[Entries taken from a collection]
....................
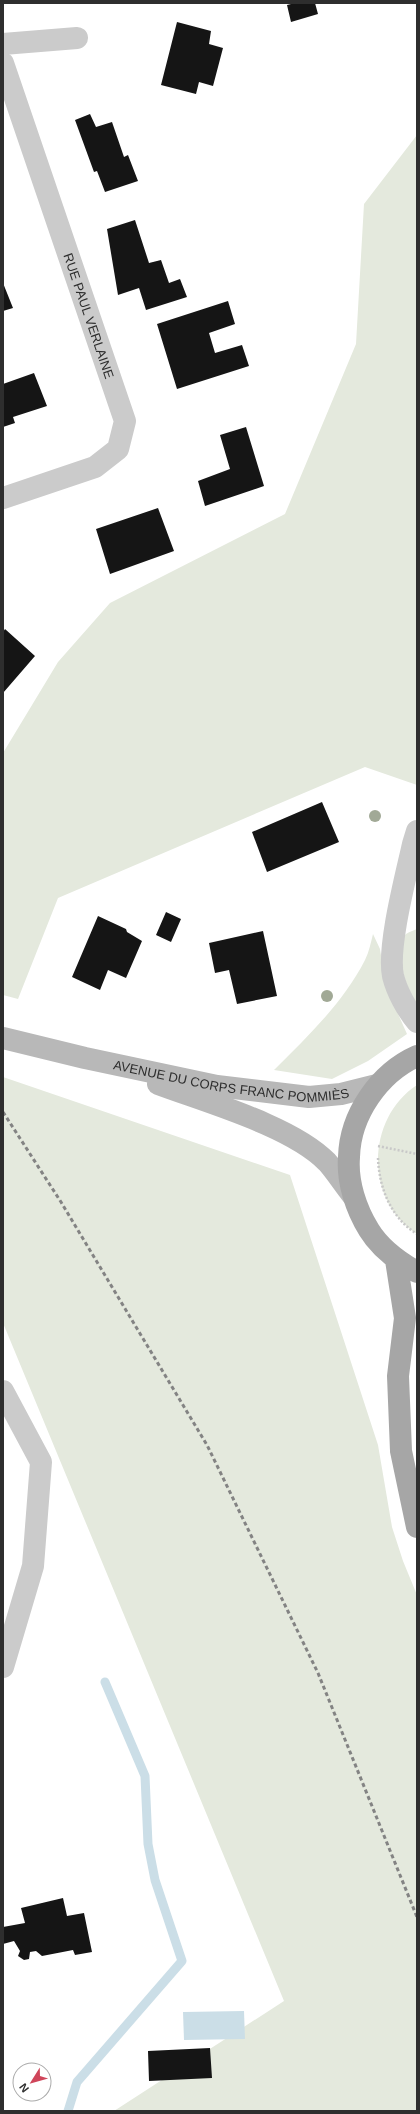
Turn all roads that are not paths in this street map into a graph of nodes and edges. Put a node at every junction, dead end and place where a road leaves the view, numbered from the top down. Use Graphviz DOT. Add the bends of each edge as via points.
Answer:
graph roads {
  1 [pos="77,38"];
  2 [pos="3,44"];
  3 [pos="3,63"];
  4 [pos="3,498"];
  5 [pos="417,831"];
  6 [pos="417,1022"];
  7 [pos="3,1038"];
  8 [pos="417,1056"];
  9 [pos="85,1058"];
  10 [pos="377,1085"];
  11 [pos="353,1196"];
  12 [pos="396,1260"];
  13 [pos="417,1272"];
  14 [pos="3,1391"];
  15 [pos="417,1527"];
  16 [pos="3,1667"];
  1 -- 2 [label="street"];
  3 -- 4 [label="street, RUE PAUL VERLAINE" via="125,421 118,449 95,467"];
  5 -- 6 [label="street" via="395,933 392,964 393,978"];
  7 -- 9 [label="main road, AVENUE DU CORPS FRANC POMMIÈS"];
  8 -- 10 [label="main road" via="403,1062"];
  9 -- 10 [label="main road, AVENUE DU CORPS FRANC POMMIÈS" via="218,1086 309,1097 341,1094"];
  9 -- 11 [label="main road, AVENUE DU CORPS FRANC POMMIÈS" via="209,1103 298,1140 327,1162"];
  10 -- 11 [label="main road" via="357,1119 348,1157"];
  11 -- 12 [label="main road" via="369,1231"];
  12 -- 13 [label="main road"];
  12 -- 15 [label="main road" via="405,1318 398,1376 401,1451"];
  14 -- 16 [label="street" via="40,1462 33,1566"];
}
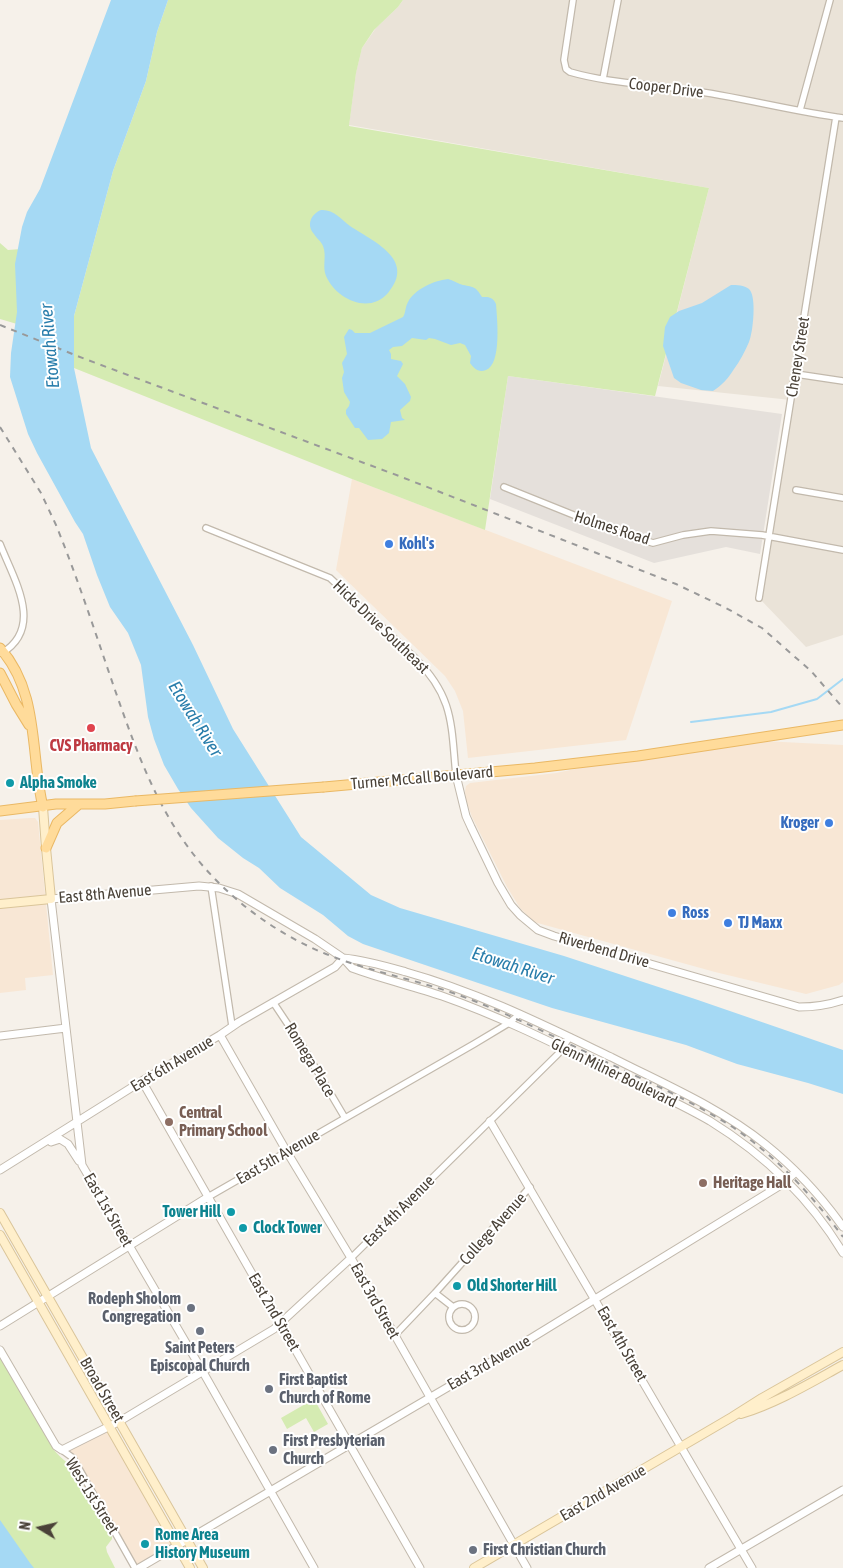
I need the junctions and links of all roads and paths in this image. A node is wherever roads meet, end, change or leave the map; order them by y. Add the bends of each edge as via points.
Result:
1 (573, 0) edge
2 (618, 0) edge
3 (830, 0) edge
4 (604, 79) junction
5 (800, 110) junction
6 (840, 118) edge
7 (796, 374) junction
8 (843, 381) edge
9 (504, 487) dead end
10 (796, 490) dead end
11 (843, 498) edge
12 (206, 528) dead end
13 (769, 537) junction
14 (0, 544) edge
15 (843, 550) edge
16 (759, 598) dead end
17 (1, 651) edge
18 (0, 673) edge
19 (840, 725) edge
20 (31, 728) junction
21 (456, 774) junction
22 (79, 804) junction
23 (44, 807) junction
24 (0, 811) edge
25 (46, 848) junction
26 (211, 886) junction
27 (52, 899) junction
28 (0, 904) edge
29 (343, 958) junction
30 (843, 1000) edge
31 (273, 1002) junction
32 (520, 1014) junction
33 (509, 1023) junction
34 (232, 1026) junction
35 (66, 1028) junction
36 (220, 1035) junction
37 (0, 1036) edge
38 (570, 1037) junction
39 (562, 1048) junction
40 (142, 1082) junction
41 (345, 1118) junction
42 (490, 1121) junction
43 (77, 1124) junction
44 (34, 1148) junction
45 (287, 1152) junction
46 (82, 1165) junction
47 (0, 1170) edge
48 (796, 1172) junction
49 (786, 1180) junction
50 (530, 1187) junction
51 (208, 1197) junction
52 (0, 1213) edge
53 (843, 1227) edge
54 (0, 1235) edge
55 (841, 1245) edge
56 (129, 1247) junction
57 (843, 1253) edge
58 (351, 1258) junction
59 (435, 1293) junction
60 (48, 1297) junction
61 (596, 1299) junction
62 (38, 1302) junction
63 (453, 1307) junction
64 (280, 1324) junction
65 (0, 1326) edge
66 (394, 1336) junction
67 (0, 1350) edge
68 (843, 1352) edge
69 (843, 1365) edge
70 (203, 1372) junction
71 (429, 1398) junction
72 (732, 1417) junction
73 (120, 1420) junction
74 (108, 1426) junction
75 (350, 1445) junction
76 (682, 1446) junction
77 (62, 1450) junction
78 (843, 1490) edge
79 (270, 1492) junction
80 (188, 1540) junction
81 (513, 1545) junction
82 (178, 1546) junction
83 (741, 1549) junction
84 (135, 1568) edge
85 (140, 1568) edge
86 (190, 1568) edge
87 (204, 1568) edge
88 (314, 1568) edge
89 (420, 1568) edge
90 (474, 1568) edge
91 (526, 1568) edge
92 (709, 1568) edge
93 (752, 1568) edge

1 - 4 street, Cooper Drive via 564,60 566,69 582,76
2 - 4 street
3 - 5 street
4 - 5 street, Cooper Drive via 686,89
5 - 6 street, Cooper Drive
6 - 7 street, Cheney Street
7 - 8 street
7 - 13 street, Cheney Street
9 - 13 street, Holmes Road via 653,544 711,530
10 - 11 street
12 - 21 street, Hicks Drive Southeast via 330,578 415,658 441,690 449,710
13 - 15 street, Holmes Road
13 - 16 street, Cheney Street
14 - 17 street via 25,614 18,637
17 - 20 main road via 19,679 28,702
18 - 20 main road
19 - 21 main road, Turner McCall Boulevard via 638,756
20 - 23 main road
21 - 22 main road, Turner McCall Boulevard, bridge
21 - 30 street, Riverbend Drive via 466,816 498,883 511,905 538,930 799,1007 830,1005
22 - 23 main road, Turner McCall Boulevard
22 - 25 main road via 57,822
23 - 24 main road, Turner McCall Boulevard
23 - 25 main road, East 1st Street
25 - 27 main road, East 1st Street
26 - 27 street, East 8th Avenue
26 - 29 street, Glenn Milner Boulevard via 238,894
26 - 34 street
27 - 28 main road, East 8th Avenue
27 - 35 street, East 1st Street
29 - 31 street, East 6th Avenue via 335,967
29 - 32 street, Glenn Milner Boulevard via 362,959 419,976
29 - 33 street, Glenn Milner Boulevard via 352,968 442,996
31 - 34 street, East 6th Avenue
31 - 41 street, Romega Place
32 - 33 street, East 5th Avenue
32 - 38 street, Glenn Milner Boulevard
33 - 39 street, Glenn Milner Boulevard
33 - 41 street, East 5th Avenue
34 - 36 street, East 6th Avenue
35 - 37 street
35 - 43 street, East 1st Street
36 - 40 street, East 6th Avenue
36 - 45 street, East 3rd Street
38 - 39 street, East 4th Avenue
38 - 48 street, Glenn Milner Boulevard via 712,1108 766,1145
39 - 42 street, East 4th Avenue
39 - 49 street, Glenn Milner Boulevard via 708,1121 754,1151
40 - 43 street, East 6th Avenue
40 - 51 street, East 2nd Street
41 - 45 street, East 5th Avenue
42 - 50 street, East 4th Street
42 - 58 street, East 4th Avenue
43 - 44 street, East 6th Avenue
43 - 46 street, East 1st Street
44 - 46 street via 62,1140
44 - 47 street, East 6th Avenue
45 - 51 street, East 5th Avenue
45 - 58 street, East 3rd Street
46 - 56 street, East 1st Street
48 - 49 street, East 3rd Avenue
48 - 53 street, Glenn Milner Boulevard
49 - 55 street, Glenn Milner Boulevard
49 - 61 street, East 3rd Avenue
50 - 59 street, College Avenue
50 - 61 street, East 4th Street
51 - 56 street, East 5th Avenue
51 - 64 street, East 2nd Street
52 - 60 main road, Broad Street
54 - 62 main road, Broad Street
55 - 57 street, Glenn Milner Boulevard
56 - 60 street, East 5th Avenue
56 - 70 street, East 1st Street
58 - 64 street, East 4th Avenue
58 - 66 street, East 3rd Street
59 - 63 street
59 - 66 street, College Avenue
60 - 62 street, East 5th Avenue
60 - 73 main road, Broad Street
61 - 71 street, East 3rd Avenue
61 - 76 street, East 4th Street
62 - 65 street, East 5th Avenue
62 - 74 main road, Broad Street
63 - 63 street via 449,1318 452,1325 459,1329 469,1327 474,1317 472,1309 462,1304
64 - 70 street, East 4th Avenue
64 - 75 street, East 2nd Street
66 - 71 street, East 3rd Street
67 - 77 street, West 1st Street via 56,1446
68 - 72 main road, East 2nd Avenue
69 - 72 main road, East 2nd Avenue via 760,1408
70 - 73 street, East 4th Avenue
70 - 79 street, East 1st Street
71 - 75 street, East 3rd Avenue
71 - 81 street, East 3rd Street
72 - 76 main road, East 2nd Avenue
73 - 74 street, East 4th Avenue
73 - 80 main road, Broad Street
74 - 77 street, East 4th Avenue
74 - 82 main road, Broad Street
75 - 79 street, East 3rd Avenue
75 - 89 street, East 2nd Street
76 - 81 main road, East 2nd Avenue
76 - 83 street, East 4th Street
77 - 84 street, West 1st Street via 73,1458
78 - 83 street
79 - 80 street, East 3rd Avenue
79 - 88 street, East 1st Street
80 - 82 street, East 3rd Avenue
80 - 87 main road, Broad Street
81 - 90 main road, East 2nd Avenue
81 - 91 street, East 3rd Street
82 - 85 street, East 3rd Avenue
82 - 86 main road, Broad Street
83 - 92 street
83 - 93 street, East 4th Street

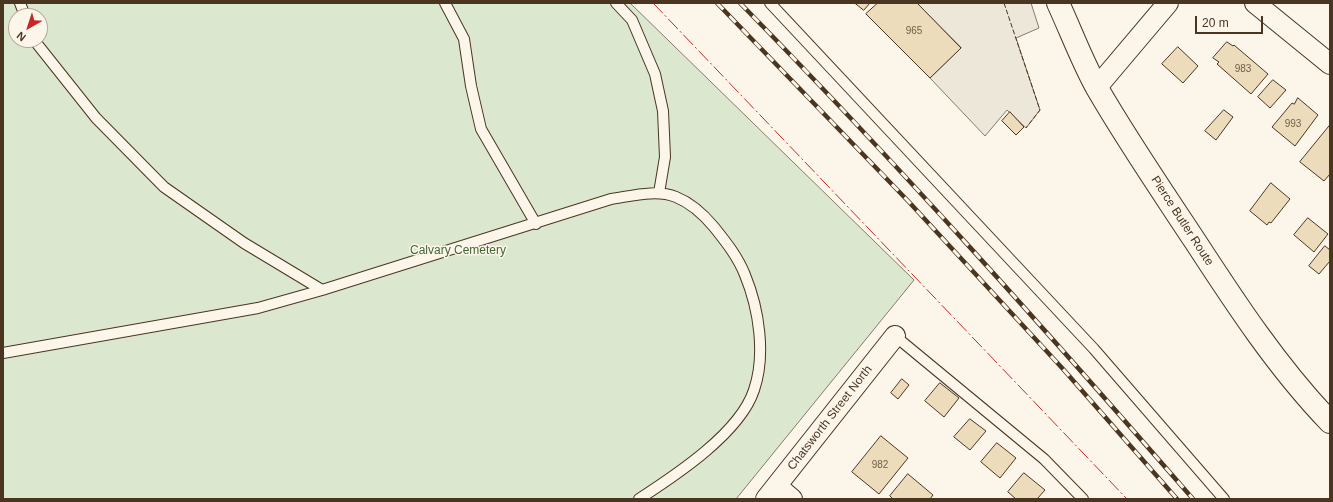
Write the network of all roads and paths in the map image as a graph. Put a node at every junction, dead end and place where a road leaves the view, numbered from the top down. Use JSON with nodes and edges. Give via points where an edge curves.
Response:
{"nodes":[{"id":1,"x":445,"y":3,"type":"edge"},
{"id":2,"x":616,"y":3,"type":"edge"},
{"id":3,"x":770,"y":3,"type":"edge"},
{"id":4,"x":1058,"y":3,"type":"edge"},
{"id":5,"x":1168,"y":3,"type":"edge"},
{"id":6,"x":1255,"y":3,"type":"edge"},
{"id":7,"x":40,"y":48,"type":"edge"},
{"id":8,"x":1330,"y":64,"type":"edge"},
{"id":9,"x":1097,"y":88,"type":"junction"},
{"id":10,"x":659,"y":193,"type":"junction"},
{"id":11,"x":536,"y":224,"type":"junction"},
{"id":12,"x":322,"y":290,"type":"junction"},
{"id":13,"x":894,"y":336,"type":"joint"},
{"id":14,"x":3,"y":353,"type":"edge"},
{"id":15,"x":1330,"y":422,"type":"edge"},
{"id":16,"x":771,"y":493,"type":"edge"},
{"id":17,"x":639,"y":499,"type":"edge"},
{"id":18,"x":792,"y":499,"type":"edge"},
{"id":19,"x":1083,"y":499,"type":"edge"},
{"id":20,"x":1224,"y":499,"type":"edge"}],
"edges":[{"from":1,"to":11,"type":"lane","via":[[464,39],[481,129]]},
{"from":2,"to":10,"type":"lane","via":[[632,20],[654,74],[663,111],[665,157]]},
{"from":3,"to":20,"type":"lane","via":[[1094,349]]},
{"from":4,"to":9,"type":"main road","name":"Pierce Butler Route"},
{"from":5,"to":9,"type":"street"},
{"from":6,"to":8,"type":"street"},
{"from":7,"to":12,"type":"lane","via":[[96,118],[164,186],[244,243]]},
{"from":9,"to":15,"type":"main road","name":"Pierce Butler Route","via":[[1233,299],[1294,381]]},
{"from":10,"to":11,"type":"lane","via":[[611,199]]},
{"from":10,"to":17,"type":"lane","via":[[677,198],[703,214],[729,245],[745,275],[756,314],[760,358],[754,391],[737,419],[709,449],[670,480]]},
{"from":11,"to":12,"type":"lane"},
{"from":12,"to":14,"type":"lane","via":[[258,308]]},
{"from":13,"to":16,"type":"street","name":"Chatsworth Street North"},
{"from":13,"to":19,"type":"lane","via":[[1044,458]]},
{"from":16,"to":18,"type":"street"}]}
....................
Task directions ::
Give the number of lines in the data above that include the word "College", with no other words.

Reply to the task ::
2